Well that was exciting to create a blog site and actually post a blog and then tell people about it. I spent the first couple of hours checking back to see who’d read it and what they thought about it. But then I calmed myself down with a reminder that this is only ever going to be about me sharing my truths and inviting you to share yours. There can’t be any judgment about myself regarding what I write and share here. For me, this life has to be lived as openly as possible and I am going to spend the rest of my life chipping away at the armor. It’s hard to really see people and the world and what’s beautiful and what’s not with an armor shielding me from all of it. So I’m going to work on chipping away at it until there’s nothing left to hide me from the world or to hide the world from me. Chip, chip, chip.

I just finished reading, “Daring Greatly” by Brenè Brown and it seems like this synchronicity thing might be real because her name and her ideas have been coming up for me over the last few months like a rainstorm! In fact, two nights ago, I saw her on Oprah’s Super Soul Sunday series and I got a glimpse into the author as a person and fell a little in love with her. Her work has been all about vulnerability and shame, which she says is the key to living your best life. That’s deep, isn’t it? That being vulnerable is actually an act of courage in the midst of fear. As I type this and consider the possibility of sharing it with people I know, I feel that fear. I get that many of you are probably writers and sharers and this may seem so trivial to have fears about sharing my writing. Heck, even my work revolves around writing since I’m an educator and have published work based on my research. This feels different, though. This feels like taking off my clothes in a public place. And, no, I have never been a stripper in my life and hold no judgment about people who are in that line of work so I don’t really know what that would feel like. I think they are pretty gutsy to do it. Sharing my truths just feels like what I think it would feel like to take my clothes of in public. Because no matter how cute those clothes are, it’s what’s under them that matters and it’s hard to show it all off to the world.

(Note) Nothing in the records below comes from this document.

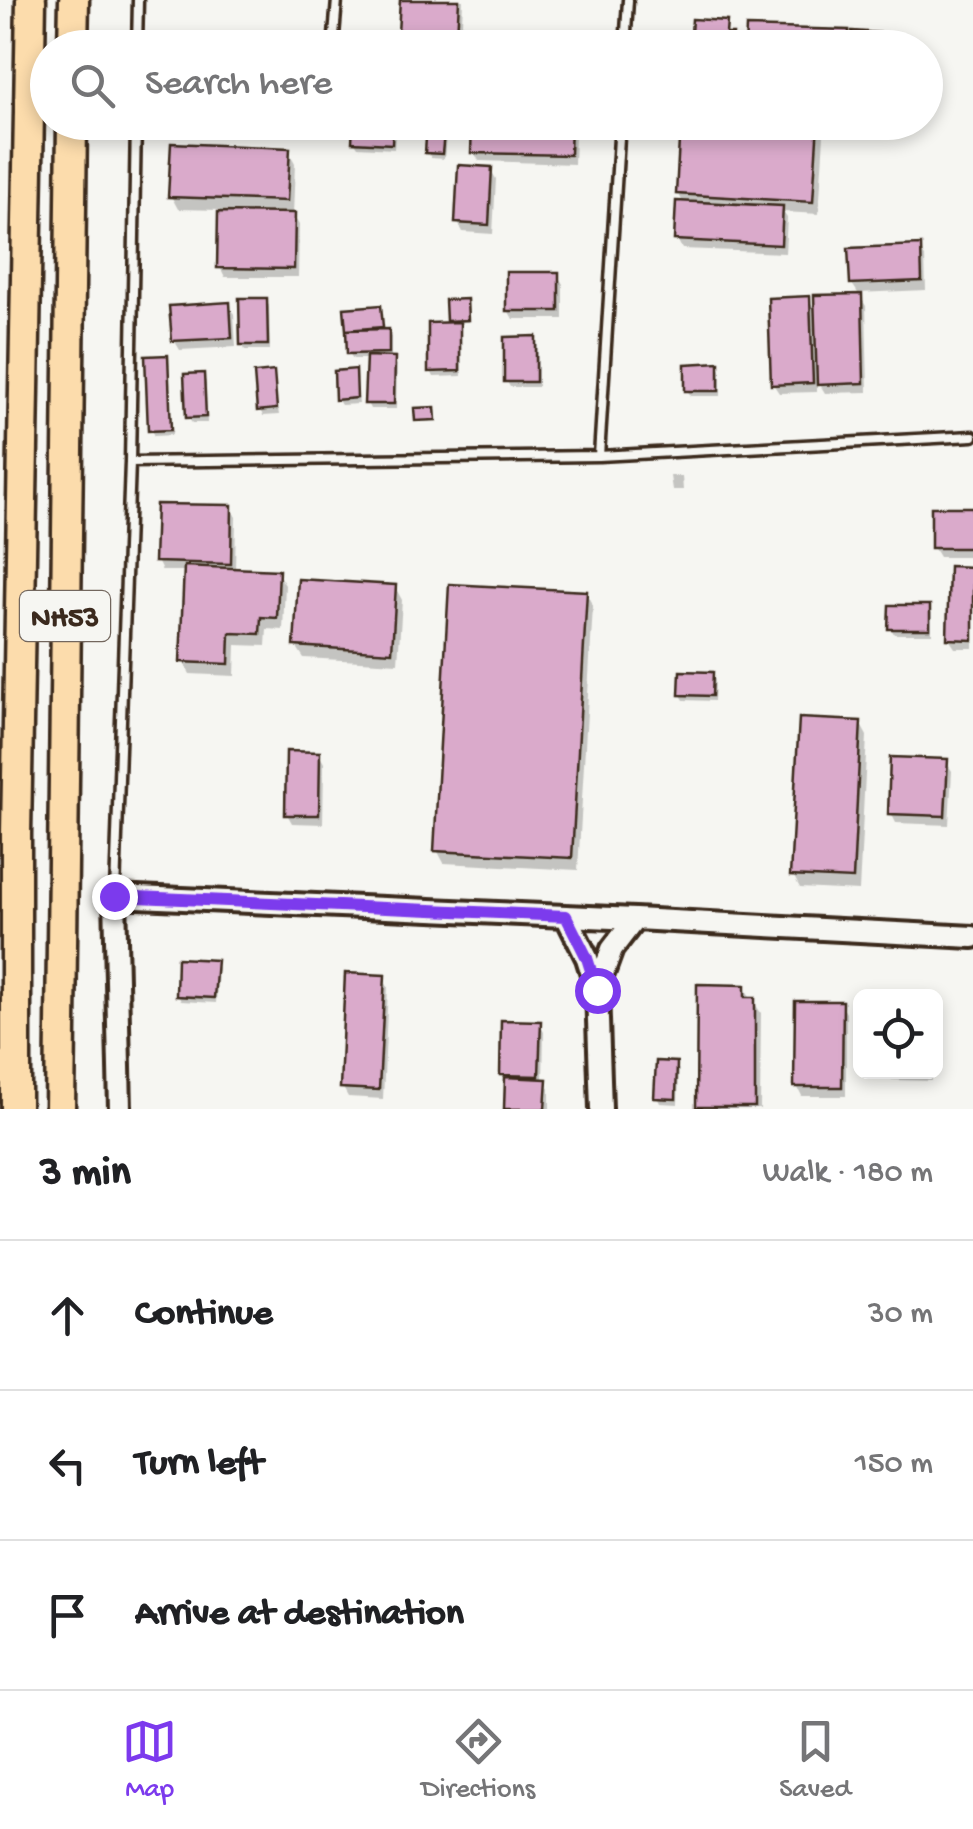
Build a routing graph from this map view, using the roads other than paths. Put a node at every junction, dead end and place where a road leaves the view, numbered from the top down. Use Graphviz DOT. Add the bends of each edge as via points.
graph roads {
  1 [pos="31,0"];
  2 [pos="74,0"];
  3 [pos="138,0"];
  4 [pos="337,0"];
  5 [pos="628,0"];
  6 [pos="30,30"];
  7 [pos="73,30"];
  8 [pos="138,30"];
  9 [pos="334,30"];
  10 [pos="626,30"];
  11 [pos="30,56"];
  12 [pos="72,140"];
  13 [pos="136,140"];
  14 [pos="619,140"];
  15 [pos="973,436"];
  16 [pos="599,456"];
  17 [pos="130,462"];
  18 [pos="114,896"];
  19 [pos="566,916"];
  20 [pos="635,918"];
  21 [pos="973,937"];
  22 [pos="597,990"];
  23 [pos="16,1109"];
  24 [pos="60,1109"];
  25 [pos="120,1109"];
  26 [pos="601,1109"];
  1 -- 6 [label="highway, NH53"];
  2 -- 7 [label="highway"];
  3 -- 8 [label="lane"];
  4 -- 9 [label="lane"];
  5 -- 10 [label="lane"];
  11 -- 23 [label="highway, NH53"];
  12 -- 24 [label="highway, NH53"];
  13 -- 17 [label="lane"];
  14 -- 16 [label="lane"];
  15 -- 16 [label="lane"];
  16 -- 17 [label="lane"];
  17 -- 18 [label="lane"];
  18 -- 19 [label="street"];
  18 -- 25 [label="street"];
  19 -- 20 [label="street"];
  19 -- 22 [label="street"];
  20 -- 21 [label="street"];
  20 -- 22 [label="street" via="612,949"];
  22 -- 26 [label="street"];
}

Getting back to my point, I think there’s a lot of truth to the idea that vulnerability is our driving force. When I was ten years old I found a card I wanted to give to my parents to wish them a happy anniversary. This was not something usual for us to do in our family. You have to understand that I grew up with four siblings and parents who did everything possible to ensure you had a tough skin. Fierce loving and loyalty, but never a mention of it to each other. We NEVER told each other we loved each other. EVER. So there were the words at the end of the card stating, in bold letters, “I LOVE YOU.” I loved the card and I so wanted to tell my parents that I loved them but the words staring at me from the inside of the card just scared me. I imagined giving it to them and then feeling naked and hot and embarrassed. I imagined my siblings reading the card and all the things they might say about how sensitive I was. Really, y’all, this was painful. I decided I’d try to erase the one sentence and when that didn’t look right (for so many reasons), I tried to draw a picture over the words with a black marker. Then, because it was a tri-fold card, I tried cutting out the middle part with the words and writing my own message on the inside. Then I just gave up and hid the card and never gave it to my parents.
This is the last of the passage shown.